Gradient Map-Assisted Head and Neck Tumor Segmentation: A Pre-RT to Mid-RT Approach in MRI-Guided Radiotherapy
Jintao Ren, Kim Hochreuter, Mathis Ersted Rasmussen, Jesper Folsted Kallehauge, Stine Sofia Korreman
TL;DR
The paper addresses accurate GTV segmentation in MRI-guided adaptive radiotherapy for head and neck cancer by leveraging pre-RT tumor locations as priors and gradient maps computed within deformably registered bounding boxes to inform mid-RT segmentation. An nnUNet-based model processes two-channel inputs consisting of mid-RT T2w images and gradient maps, with data augmentation via independent pre-RT and mid-RT samples.

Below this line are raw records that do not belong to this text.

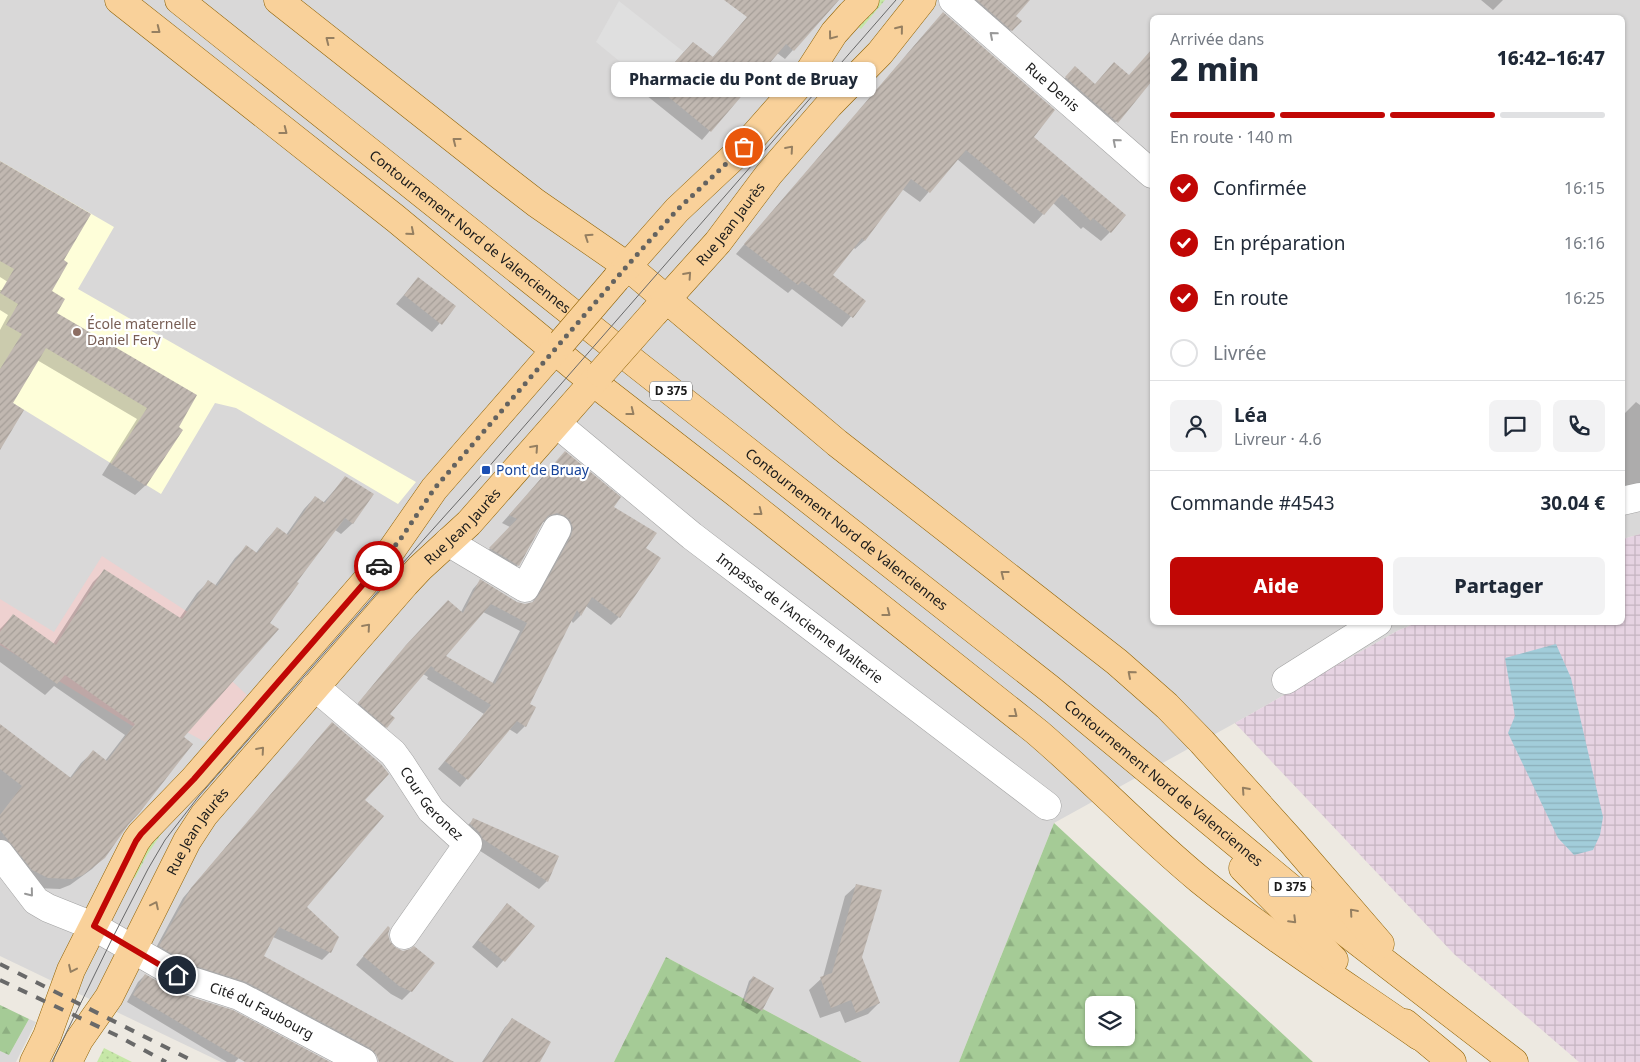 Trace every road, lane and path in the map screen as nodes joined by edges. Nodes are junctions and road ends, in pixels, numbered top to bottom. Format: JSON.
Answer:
{"nodes":[{"id":1,"x":118,"y":0,"type":"edge"},
{"id":2,"x":179,"y":0,"type":"edge"},
{"id":3,"x":278,"y":0,"type":"edge"},
{"id":4,"x":866,"y":0,"type":"edge"},
{"id":5,"x":922,"y":0,"type":"edge"},
{"id":6,"x":954,"y":0,"type":"edge"},
{"id":7,"x":1150,"y":172,"type":"edge"},
{"id":8,"x":622,"y":272,"type":"junction"},
{"id":9,"x":661,"y":305,"type":"junction"},
{"id":10,"x":558,"y":346,"type":"junction"},
{"id":11,"x":597,"y":378,"type":"junction"},
{"id":12,"x":556,"y":424,"type":"junction"},
{"id":13,"x":1640,"y":497,"type":"edge"},
{"id":14,"x":1625,"y":500,"type":"edge"},
{"id":15,"x":557,"y":529,"type":"dead end"},
{"id":16,"x":448,"y":542,"type":"junction"},
{"id":17,"x":1373,"y":625,"type":"edge"},
{"id":18,"x":1286,"y":680,"type":"dead end"},
{"id":19,"x":315,"y":687,"type":"junction"},
{"id":20,"x":1163,"y":783,"type":"junction"},
{"id":21,"x":1047,"y":806,"type":"dead end"},
{"id":22,"x":0,"y":854,"type":"edge"},
{"id":23,"x":94,"y":926,"type":"junction"},
{"id":24,"x":404,"y":935,"type":"dead end"},
{"id":25,"x":133,"y":949,"type":"junction"},
{"id":26,"x":1419,"y":988,"type":"junction"},
{"id":27,"x":1420,"y":1036,"type":"junction"},
{"id":28,"x":34,"y":1062,"type":"edge"},
{"id":29,"x":68,"y":1062,"type":"edge"},
{"id":30,"x":363,"y":1062,"type":"edge"},
{"id":31,"x":1452,"y":1062,"type":"edge"},
{"id":32,"x":1514,"y":1062,"type":"edge"}],
"edges":[{"from":1,"to":10,"type":"main road","one_way":true},
{"from":2,"to":20,"type":"main road","name":"Contournement Nord de Valenciennes","number":"D 375"},
{"from":8,"to":3,"type":"main road","one_way":true},
{"from":4,"to":8,"type":"main road","one_way":true},
{"from":9,"to":5,"type":"main road","name":"Rue Jean Jaurès","one_way":true},
{"from":7,"to":6,"type":"street","name":"Rue Denis","one_way":true},
{"from":8,"to":9,"type":"main road"},
{"from":8,"to":10,"type":"main road","bridge":true},
{"from":9,"to":11,"type":"main road","name":"Rue Jean Jaurès","bridge":true},
{"from":26,"to":9,"type":"main road","one_way":true},
{"from":10,"to":11,"type":"main road"},
{"from":10,"to":23,"type":"main road"},
{"from":11,"to":12,"type":"main road","name":"Rue Jean Jaurès"},
{"from":11,"to":27,"type":"main road","one_way":true},
{"from":16,"to":12,"type":"main road","name":"Rue Jean Jaurès","one_way":true},
{"from":12,"to":21,"type":"street","name":"Impasse de l'Ancienne Malterie"},
{"from":13,"to":14,"type":"street"},
{"from":15,"to":16,"type":"street"},
{"from":19,"to":16,"type":"main road","name":"Rue Jean Jaurès","one_way":true},
{"from":17,"to":18,"type":"street"},
{"from":19,"to":24,"type":"street","name":"Cour Geronez"},
{"from":25,"to":19,"type":"main road","name":"Rue Jean Jaurès","one_way":true},
{"from":20,"to":26,"type":"main road","name":"Contournement Nord de Valenciennes","number":"D 375"},
{"from":20,"to":27,"type":"main road","one_way":true},
{"from":22,"to":23,"type":"street","name":"Cité du Faubourg","one_way":true},
{"from":23,"to":25,"type":"street","name":"Cité du Faubourg"},
{"from":23,"to":28,"type":"main road","one_way":true},
{"from":25,"to":29,"type":"main road","name":"Rue Jean Jaurès"},
{"from":25,"to":30,"type":"street","name":"Cité du Faubourg"},
{"from":26,"to":32,"type":"main road","name":"Contournement Nord de Valenciennes","number":"D 375"},
{"from":27,"to":31,"type":"main road"}]} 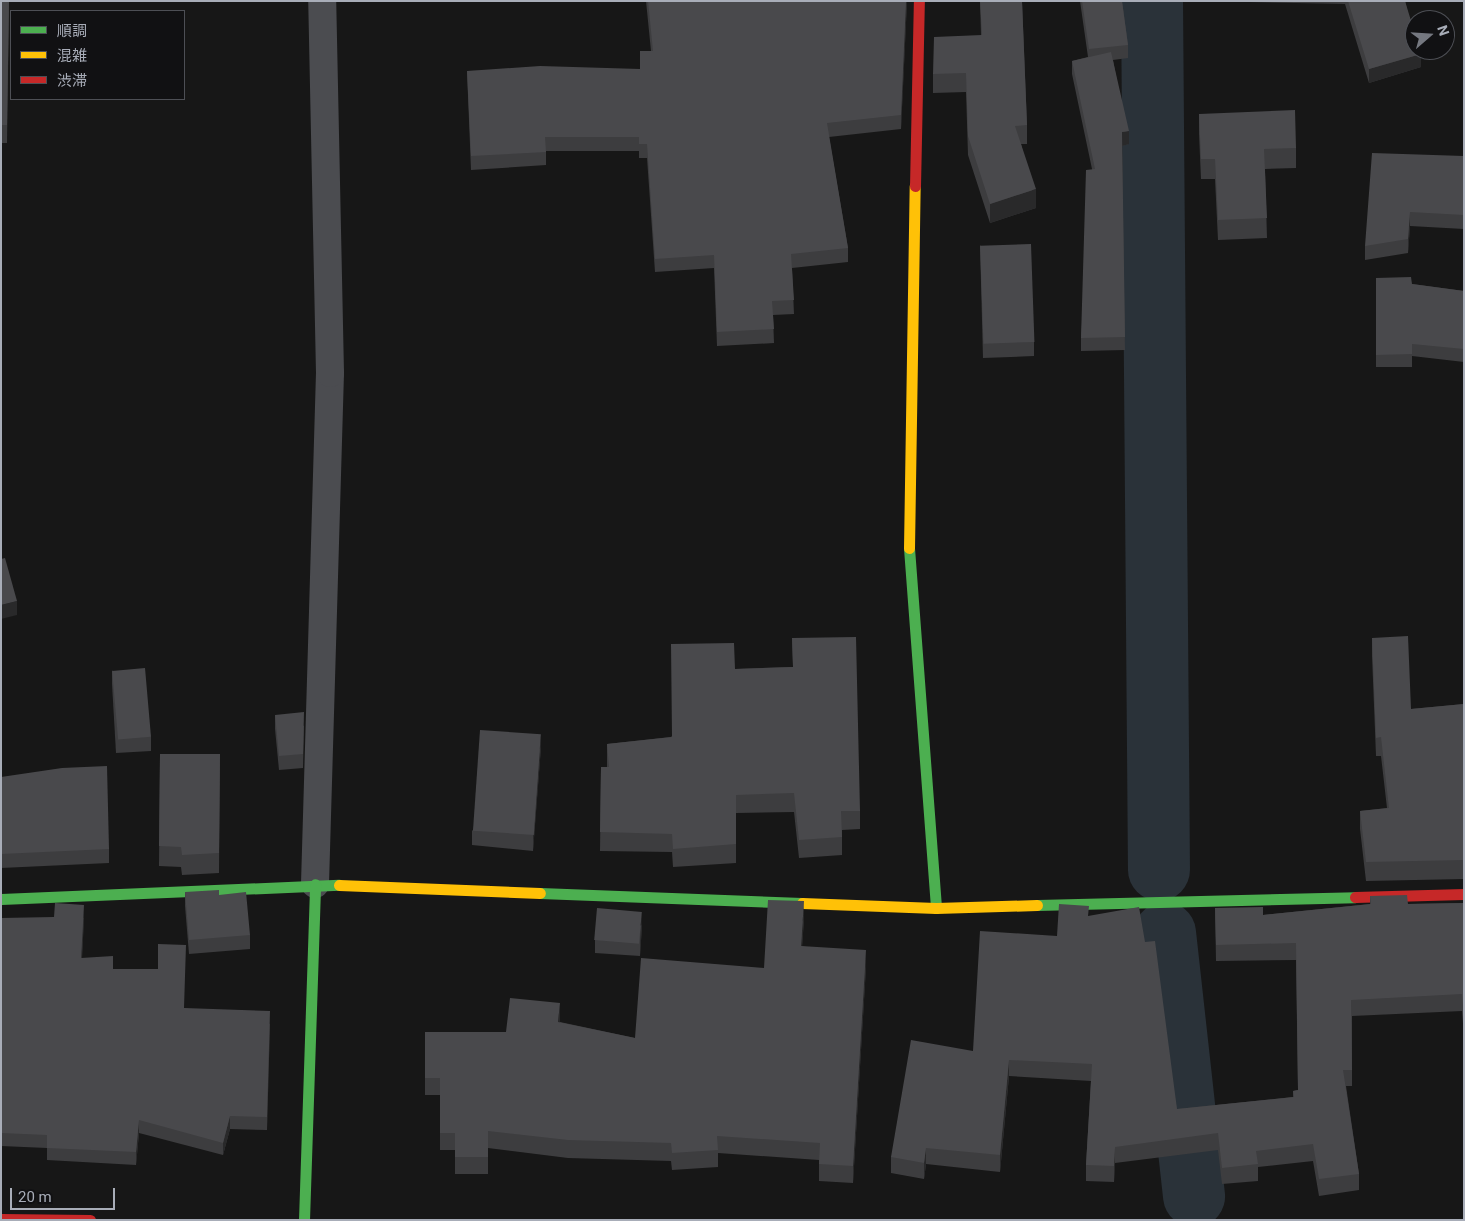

Across 5-fold cross-validation and a test submission, the approach improves segmentation, achieving $DSC_{agg}$ values of $0.534$ for $GTVp$ and $0.867$ for $GTVn$ (mean $0.70$), with larger gains for $GTVn$ and more modest improvements for $GTVp$ due to tumor shrinkage and boundary ambiguity. The study highlights the potential of temporal priors and local gradient information to enhance adaptive radiotherapy planning, while pointing to data limitations and the promise of human-in-the-loop or probabilistic uncertainty models to further boost performance. Overall, the method offers a practical pathway to incorporate pre-RT temporal information into mid-RT segmentation for MRI-guided HNC treatment.
Abstract
Radiation therapy (RT) is a vital part of treatment for head and neck cancer, where accurate segmentation of gross tumor volume (GTV) is essential for effective treatment planning. This study investigates the use of pre-RT tumor regions and local gradient maps to enhance mid-RT tumor segmentation for head and neck cancer in MRI-guided adaptive radiotherapy. By leveraging pre-RT images and their segmentations as prior knowledge, we address the challenge of tumor localization in mid-RT segmentation. A gradient map of the tumor region from the pre-RT image is computed and applied to mid-RT images to improve tumor boundary delineation. Our approach demonstrated improved segmentation accuracy for both primary GTV (GTVp) and nodal GTV (GTVn), though performance was limited by data constraints. The final DSCagg scores from the challenge's test set evaluation were 0.534 for GTVp, 0.867 for GTVn, and a mean score of 0.70. This method shows potential for enhancing segmentation and treatment planning in adaptive radiotherapy. Team: DCPT-Stine's group.